This was the best club final I’ve seen since the All-Ireland final was moved to Croke Park in the mid 80s.
The most striking thing about both Loughgiel and Coolderry on Saturday was the direct, no-nonsense hurling from both teams. Then there was the fitness levels with the conditioning of the Loughgiel players especially impressive.
This was a team of players that didn’t care how the ball came to them, because every one was capable of competing for and winning possession.
I wonder are they studying Kilkenny?
Because that’s the Kilkenny style, that’s the Kilkenny attitude — every man strong and able enough to win their own ball.
Of course when you have a finisher of the calibre of Liam Watson, you’re in a luxury position. You can focus on your defence, knowing that if you get them right you’ll get enough ball up to that man do the damage. And did he do damage — 3-7 in an All-Ireland final is a story for the grandchildren.
The Loughgiel half-back trio really impressed me. Martin Scullion in the centre was very strong, and alongside him the Campbell brothers were dominant, Johnny especially.
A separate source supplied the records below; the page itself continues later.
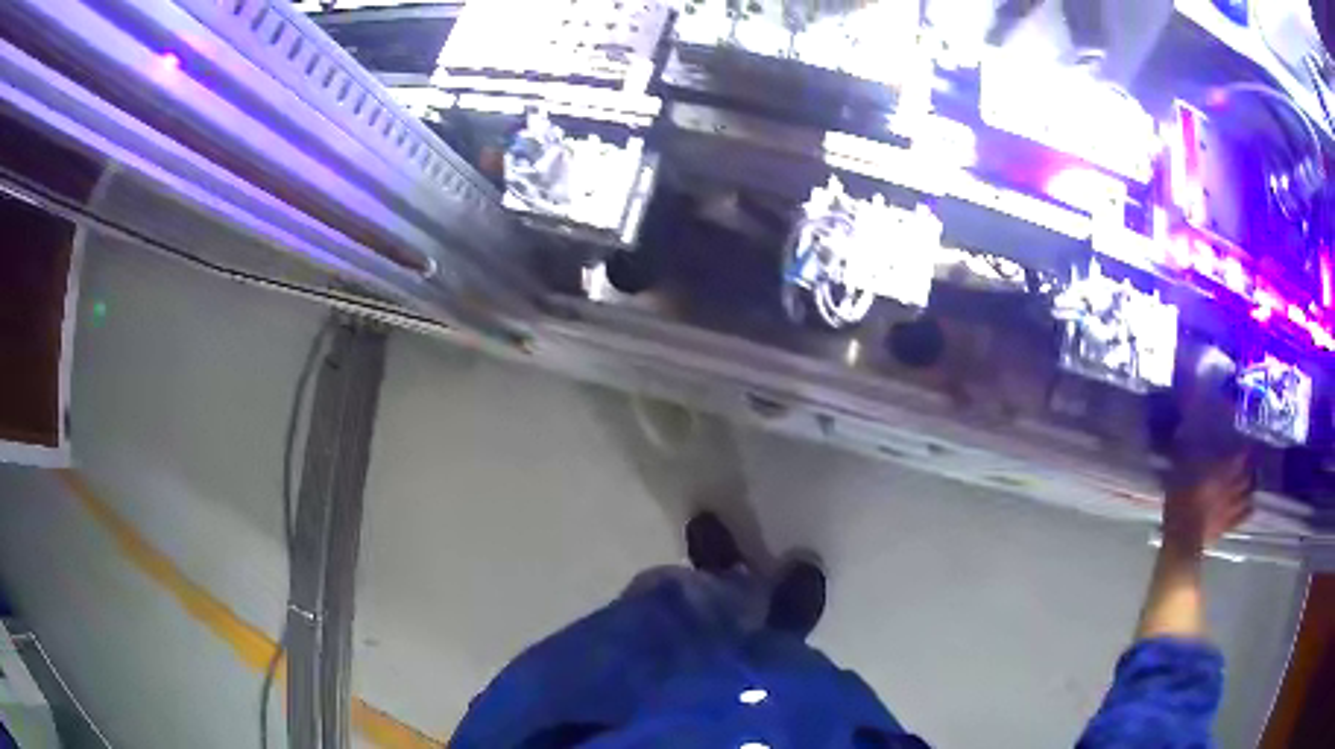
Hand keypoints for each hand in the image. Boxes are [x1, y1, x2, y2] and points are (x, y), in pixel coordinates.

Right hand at [1163, 455, 1253, 552]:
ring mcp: (1228, 510)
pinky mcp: (1225, 527)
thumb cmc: (1179, 508)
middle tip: (1252, 465)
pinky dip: (1247, 511)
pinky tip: (1251, 507)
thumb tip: (1185, 447)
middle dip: (1249, 472)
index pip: (1236, 461)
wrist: (1181, 542)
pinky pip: (1241, 518)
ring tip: (1253, 484)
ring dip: (1250, 490)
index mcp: (1218, 476)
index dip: (1243, 454)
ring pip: (1245, 497)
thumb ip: (1186, 465)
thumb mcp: (1177, 481)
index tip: (1247, 448)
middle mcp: (1227, 490)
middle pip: (1244, 479)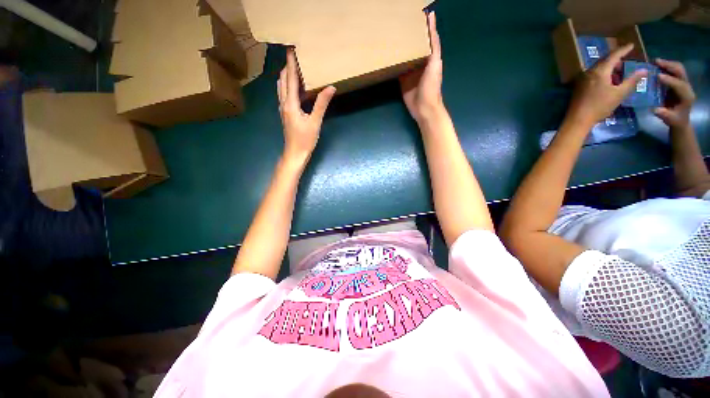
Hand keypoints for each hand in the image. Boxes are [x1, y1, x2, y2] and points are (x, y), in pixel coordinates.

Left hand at [278, 49, 335, 164]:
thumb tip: (331, 87)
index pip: (290, 78)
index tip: (291, 49)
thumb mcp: (315, 122)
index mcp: (290, 103)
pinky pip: (284, 94)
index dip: (291, 63)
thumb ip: (322, 104)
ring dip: (286, 76)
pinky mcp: (285, 114)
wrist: (295, 153)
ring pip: (281, 87)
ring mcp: (282, 108)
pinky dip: (287, 86)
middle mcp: (283, 103)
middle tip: (295, 57)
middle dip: (287, 67)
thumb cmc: (305, 139)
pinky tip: (295, 88)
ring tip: (294, 69)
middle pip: (282, 80)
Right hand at [400, 12, 443, 123]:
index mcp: (430, 57)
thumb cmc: (431, 86)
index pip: (427, 39)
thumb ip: (433, 46)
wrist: (424, 108)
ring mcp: (411, 73)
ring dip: (401, 49)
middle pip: (415, 47)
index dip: (424, 27)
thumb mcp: (434, 64)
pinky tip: (389, 56)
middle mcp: (420, 63)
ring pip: (406, 57)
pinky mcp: (403, 81)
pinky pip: (398, 70)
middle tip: (399, 24)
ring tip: (392, 37)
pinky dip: (394, 63)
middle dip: (409, 37)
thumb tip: (432, 21)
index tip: (416, 15)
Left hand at [566, 44, 646, 126]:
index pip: (613, 55)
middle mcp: (589, 71)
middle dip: (616, 59)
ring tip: (620, 72)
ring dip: (610, 67)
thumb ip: (632, 81)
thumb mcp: (619, 94)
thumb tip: (644, 70)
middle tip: (627, 60)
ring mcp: (582, 79)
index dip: (623, 49)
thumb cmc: (600, 106)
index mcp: (599, 71)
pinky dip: (603, 74)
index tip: (631, 45)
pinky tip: (609, 81)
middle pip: (604, 60)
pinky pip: (593, 74)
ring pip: (598, 67)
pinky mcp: (579, 86)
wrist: (577, 119)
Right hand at [654, 58, 695, 129]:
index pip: (679, 85)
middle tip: (656, 62)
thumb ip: (664, 114)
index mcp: (687, 96)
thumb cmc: (675, 120)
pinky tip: (658, 66)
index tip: (658, 76)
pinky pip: (674, 71)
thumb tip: (655, 109)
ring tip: (655, 62)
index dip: (670, 80)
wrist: (680, 119)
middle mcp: (687, 87)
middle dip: (669, 65)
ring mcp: (684, 83)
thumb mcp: (670, 120)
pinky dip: (667, 67)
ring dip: (667, 64)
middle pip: (680, 72)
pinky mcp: (679, 82)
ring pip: (678, 69)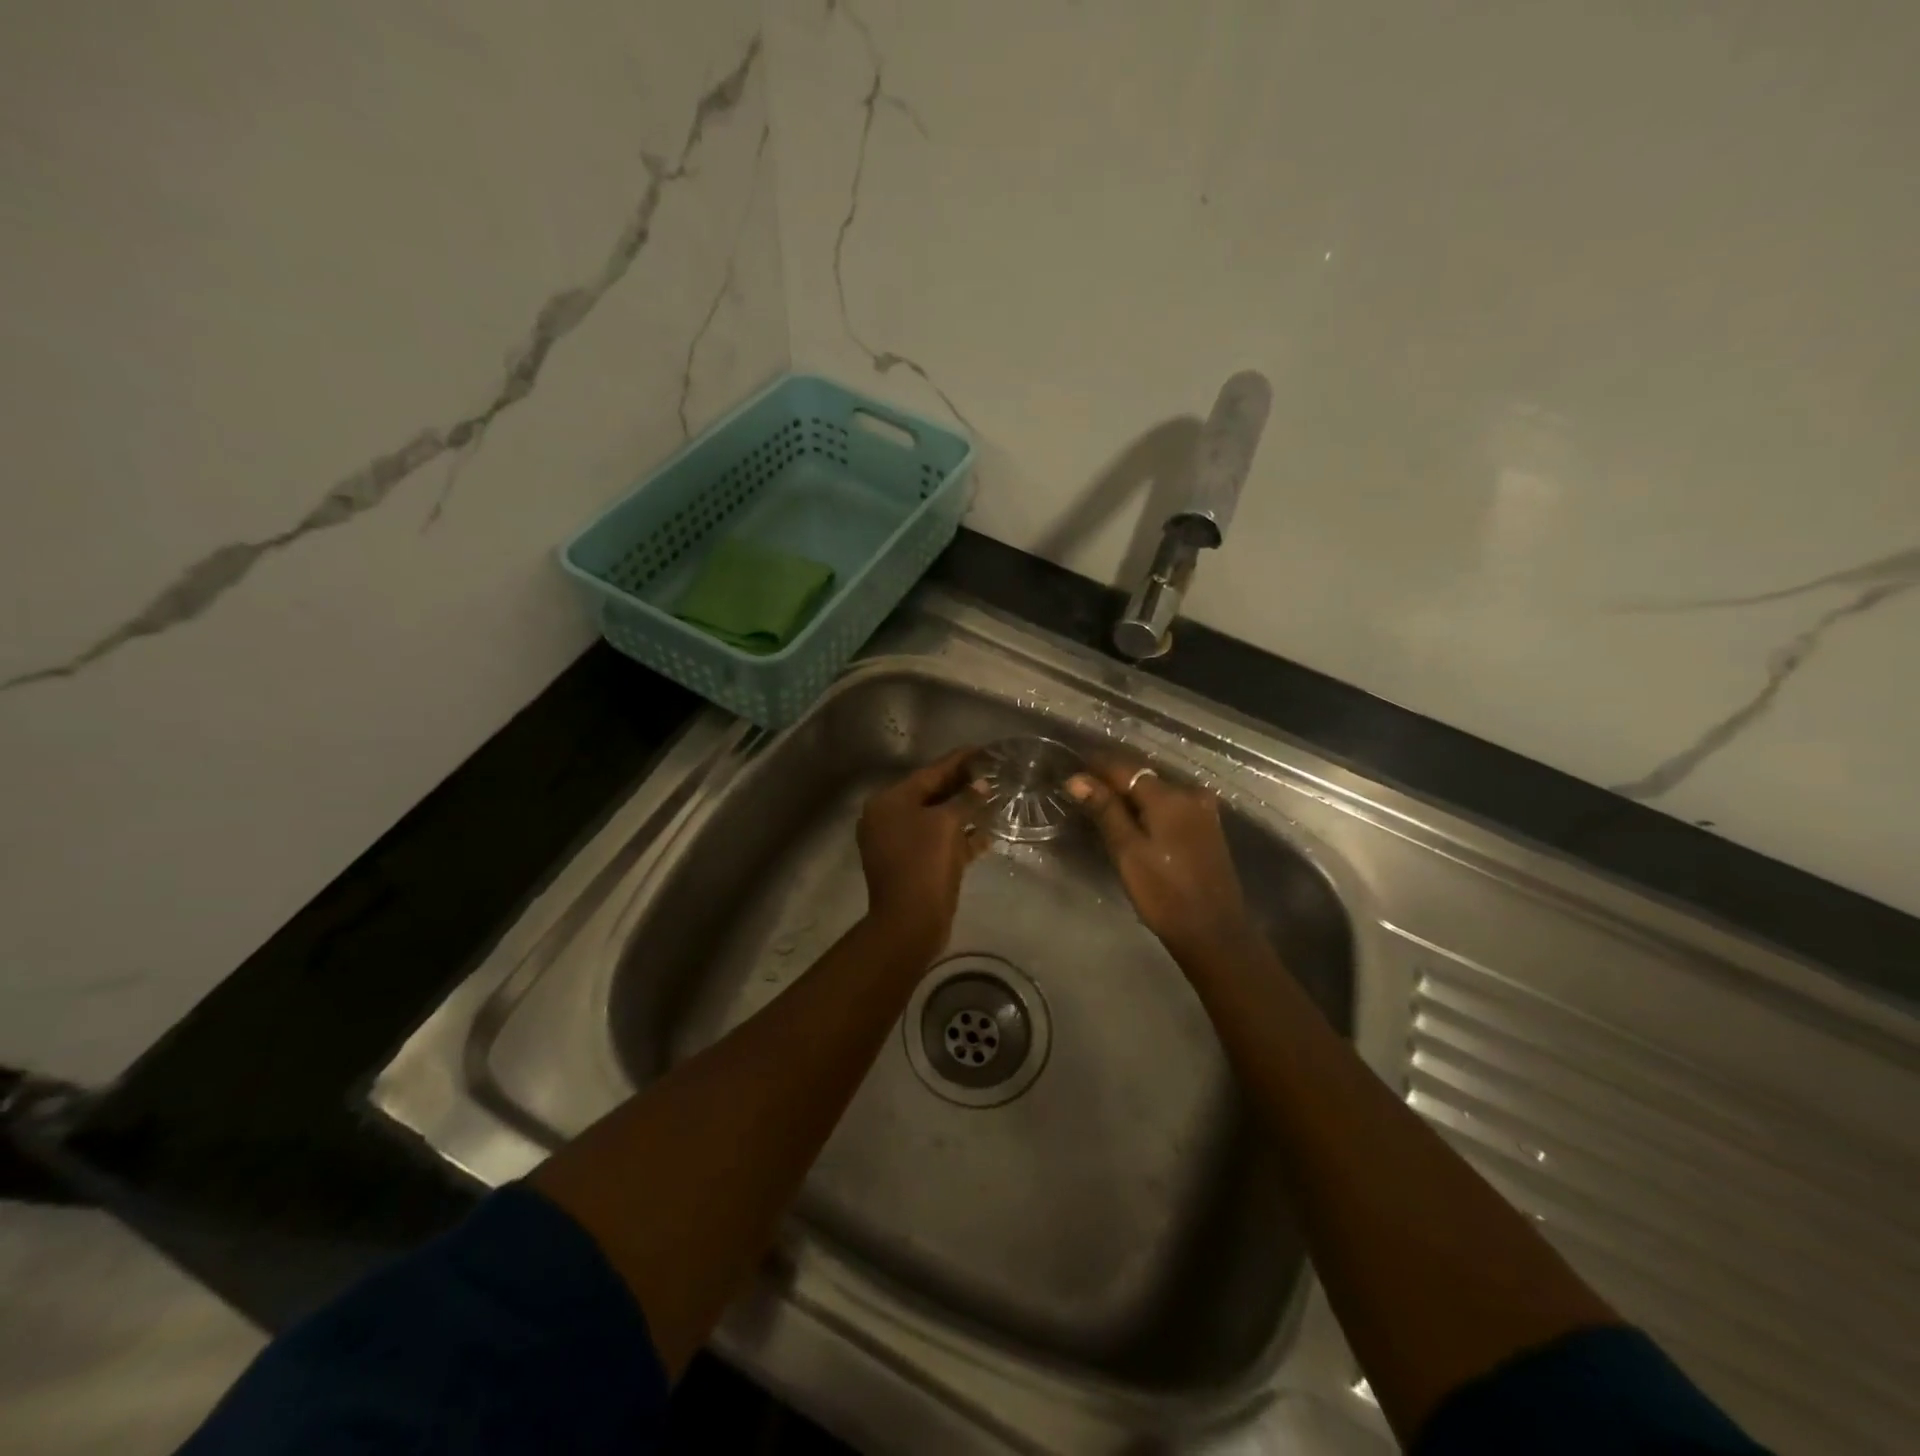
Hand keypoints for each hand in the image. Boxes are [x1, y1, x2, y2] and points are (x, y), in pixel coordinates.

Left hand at [857, 748, 987, 955]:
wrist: (910, 922)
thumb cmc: (924, 863)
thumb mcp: (947, 824)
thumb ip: (966, 800)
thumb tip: (982, 785)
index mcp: (889, 802)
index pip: (928, 773)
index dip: (957, 761)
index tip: (981, 750)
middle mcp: (888, 818)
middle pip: (931, 794)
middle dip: (962, 786)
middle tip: (992, 773)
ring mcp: (898, 843)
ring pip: (936, 820)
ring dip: (964, 812)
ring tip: (995, 800)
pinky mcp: (912, 864)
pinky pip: (938, 842)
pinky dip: (960, 838)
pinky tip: (987, 834)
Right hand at [1067, 758, 1255, 962]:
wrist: (1213, 932)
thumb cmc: (1164, 893)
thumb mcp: (1127, 851)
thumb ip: (1105, 810)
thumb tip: (1077, 778)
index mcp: (1169, 796)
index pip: (1124, 768)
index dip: (1095, 766)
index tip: (1070, 768)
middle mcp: (1189, 793)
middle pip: (1142, 776)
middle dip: (1111, 779)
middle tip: (1081, 787)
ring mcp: (1202, 810)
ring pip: (1156, 791)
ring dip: (1130, 794)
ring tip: (1100, 801)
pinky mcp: (1206, 827)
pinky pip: (1170, 804)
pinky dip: (1148, 806)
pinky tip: (1132, 817)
Above all, however was the little number four, Ronan McCloskey who completely dominated his corner.
A few words also about goalkeeper Damien Quinn. Apart from being a brave and outstanding shot-stopper Quinn is also a leader, which you want to see in the last line of your defence.
Loughgiel had done their homework on Coolderry. They knew they were vulnerable in their full-back line and they targeted that sector. The ploy paid off with 4-10 of their 4-13 coming from their full-forward line.
I liked the way too the forwards kept moving, shifting, and here I’ll highlight the two wing-forwards, Eddie McCloskey and Joey Scullion, two big, strong physical players. When you have forwards of that ability you’re going to give yourself a chance.
Credit to Coolderry too. They managed the same number of scores as Loughgiel, 17, but they just couldn’t get the goal that might have lifted them to the next level.
They came close, and you can’t fault Joe or Kevin Brady, Cathal Parlon, Eoin Ryan or Brian Carroll. But when you have a weakness at this level you pay a price — Coolderry had that weakness in their full-back line, and Loughgiel exposed it. This was the best value anyone got for their euro in Irish sport this weekend. Finally I would like to wish Ben O’Connor well in his retirement from inter-county hurling.